GOAL OF THE EXERCISE: Print the data exactly as written, but leave out each picture.

MATERIAL PROVIDED:

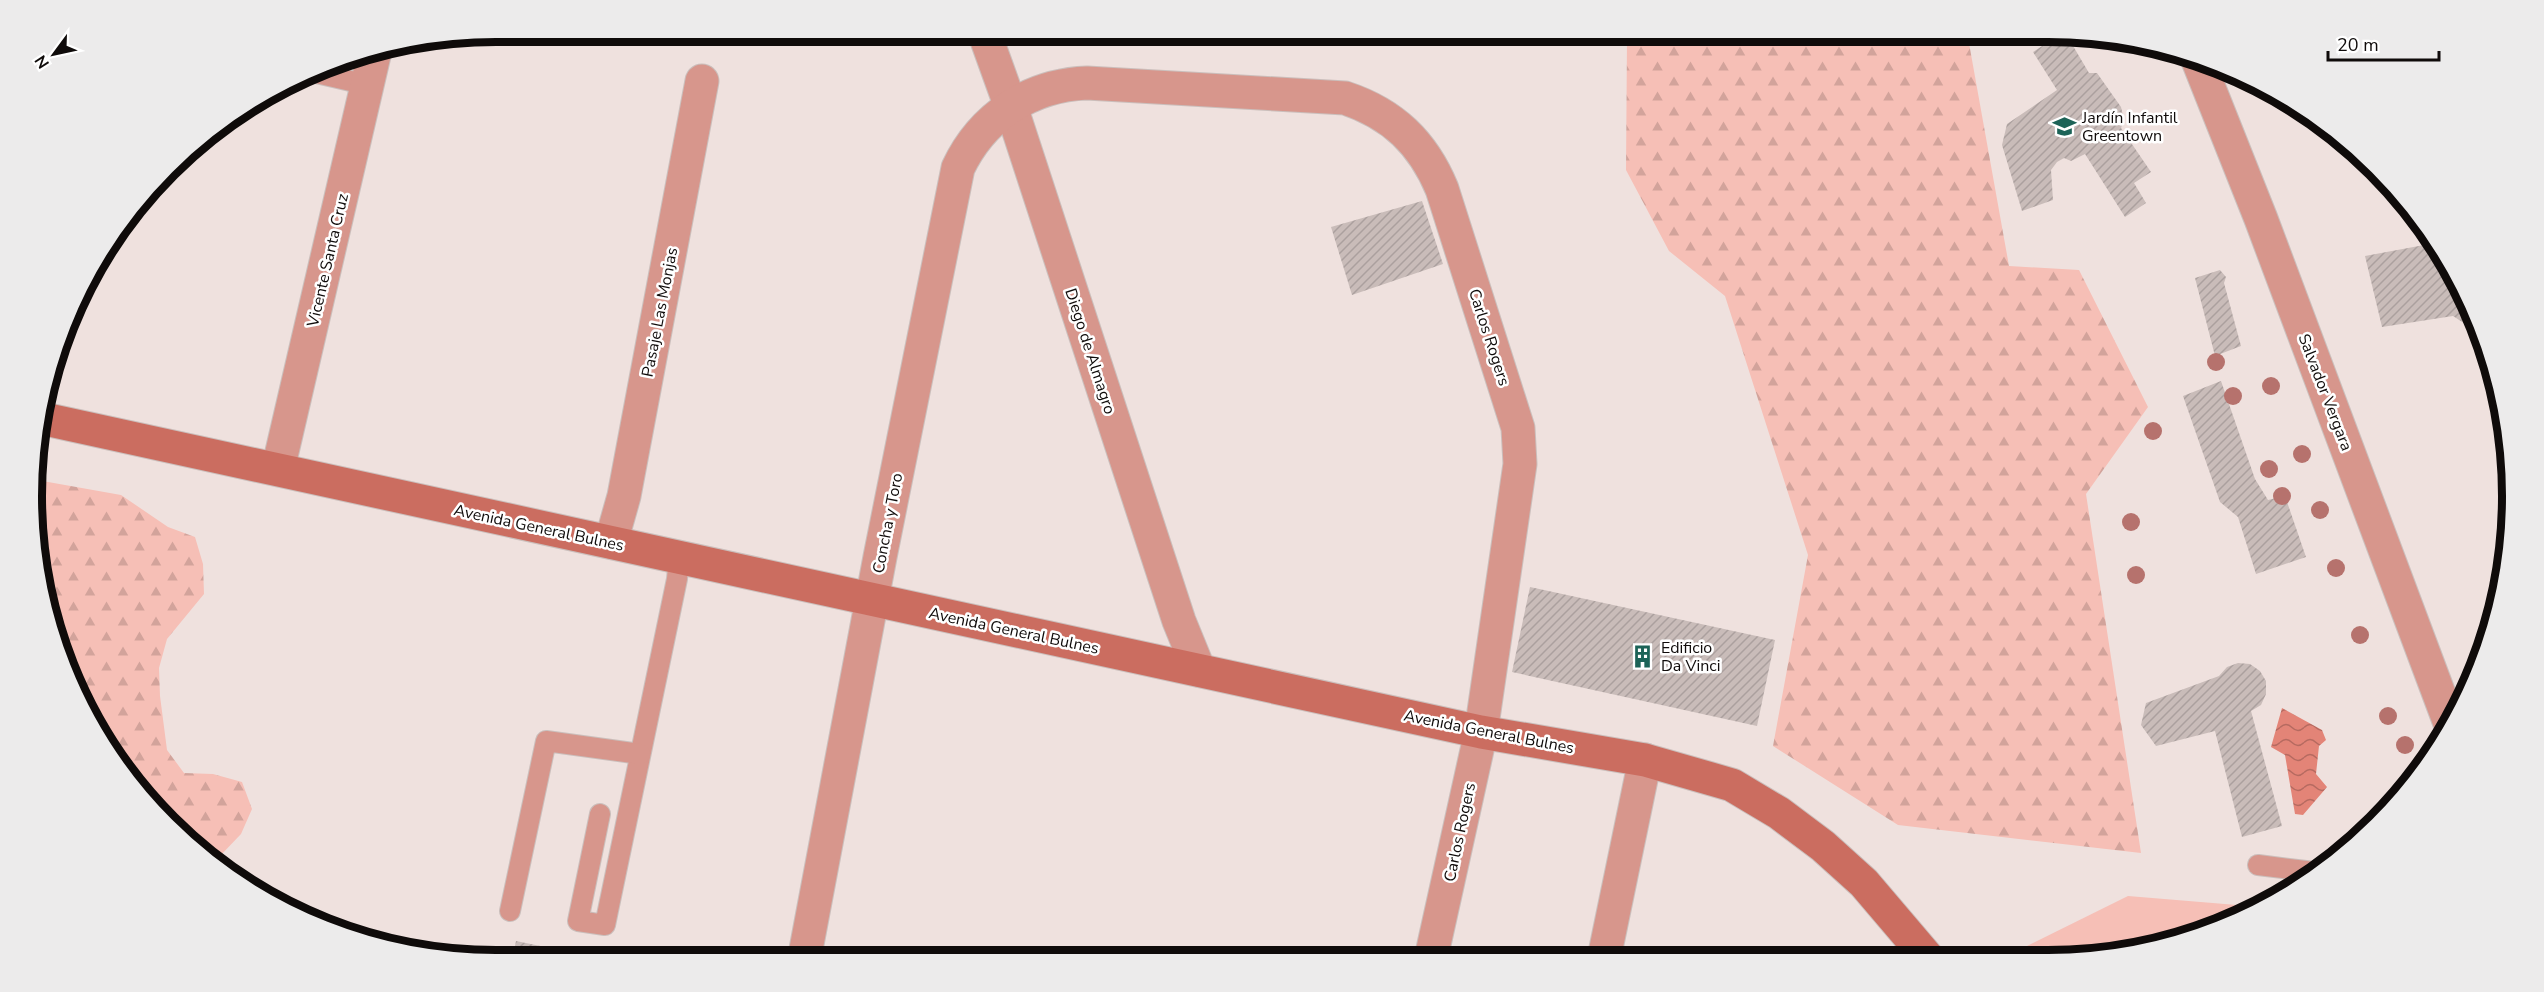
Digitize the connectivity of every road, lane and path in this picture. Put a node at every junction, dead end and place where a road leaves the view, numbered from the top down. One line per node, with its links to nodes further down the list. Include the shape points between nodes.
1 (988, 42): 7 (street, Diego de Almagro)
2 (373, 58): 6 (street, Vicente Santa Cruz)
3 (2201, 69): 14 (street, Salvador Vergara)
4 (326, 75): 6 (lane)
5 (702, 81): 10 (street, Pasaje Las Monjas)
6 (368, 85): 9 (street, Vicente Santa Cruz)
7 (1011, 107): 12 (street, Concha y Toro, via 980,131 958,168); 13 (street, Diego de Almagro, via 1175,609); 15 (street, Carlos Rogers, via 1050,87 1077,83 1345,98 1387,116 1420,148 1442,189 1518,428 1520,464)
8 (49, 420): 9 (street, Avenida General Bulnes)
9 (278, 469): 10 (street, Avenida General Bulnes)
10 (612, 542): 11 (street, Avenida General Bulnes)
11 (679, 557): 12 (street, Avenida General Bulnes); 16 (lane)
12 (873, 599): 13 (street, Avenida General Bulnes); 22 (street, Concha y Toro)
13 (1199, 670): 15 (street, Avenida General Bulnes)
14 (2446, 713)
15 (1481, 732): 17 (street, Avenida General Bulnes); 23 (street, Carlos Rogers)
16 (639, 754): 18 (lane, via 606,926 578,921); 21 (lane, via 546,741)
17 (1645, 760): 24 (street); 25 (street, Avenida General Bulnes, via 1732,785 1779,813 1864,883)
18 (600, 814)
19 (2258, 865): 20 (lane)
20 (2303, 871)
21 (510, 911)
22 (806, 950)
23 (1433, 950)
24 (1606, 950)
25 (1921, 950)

ANSWER TO THIS EXERCISE:
Digitize the connectivity of every road, lane and path in this picture. Put a node at every junction, dead end and place where a road leaves the view, numbered from the top down. One line per node, with its links to nodes further down the list. Include the shape points between nodes.
1 (988, 42): 7 (street, Diego de Almagro)
2 (373, 58): 6 (street, Vicente Santa Cruz)
3 (2201, 69): 14 (street, Salvador Vergara)
4 (326, 75): 6 (lane)
5 (702, 81): 10 (street, Pasaje Las Monjas)
6 (368, 85): 9 (street, Vicente Santa Cruz)
7 (1011, 107): 12 (street, Concha y Toro, via 980,131 958,168); 13 (street, Diego de Almagro, via 1175,609); 15 (street, Carlos Rogers, via 1050,87 1077,83 1345,98 1387,116 1420,148 1442,189 1518,428 1520,464)
8 (49, 420): 9 (street, Avenida General Bulnes)
9 (278, 469): 10 (street, Avenida General Bulnes)
10 (612, 542): 11 (street, Avenida General Bulnes)
11 (679, 557): 12 (street, Avenida General Bulnes); 16 (lane)
12 (873, 599): 13 (street, Avenida General Bulnes); 22 (street, Concha y Toro)
13 (1199, 670): 15 (street, Avenida General Bulnes)
14 (2446, 713)
15 (1481, 732): 17 (street, Avenida General Bulnes); 23 (street, Carlos Rogers)
16 (639, 754): 18 (lane, via 606,926 578,921); 21 (lane, via 546,741)
17 (1645, 760): 24 (street); 25 (street, Avenida General Bulnes, via 1732,785 1779,813 1864,883)
18 (600, 814)
19 (2258, 865): 20 (lane)
20 (2303, 871)
21 (510, 911)
22 (806, 950)
23 (1433, 950)
24 (1606, 950)
25 (1921, 950)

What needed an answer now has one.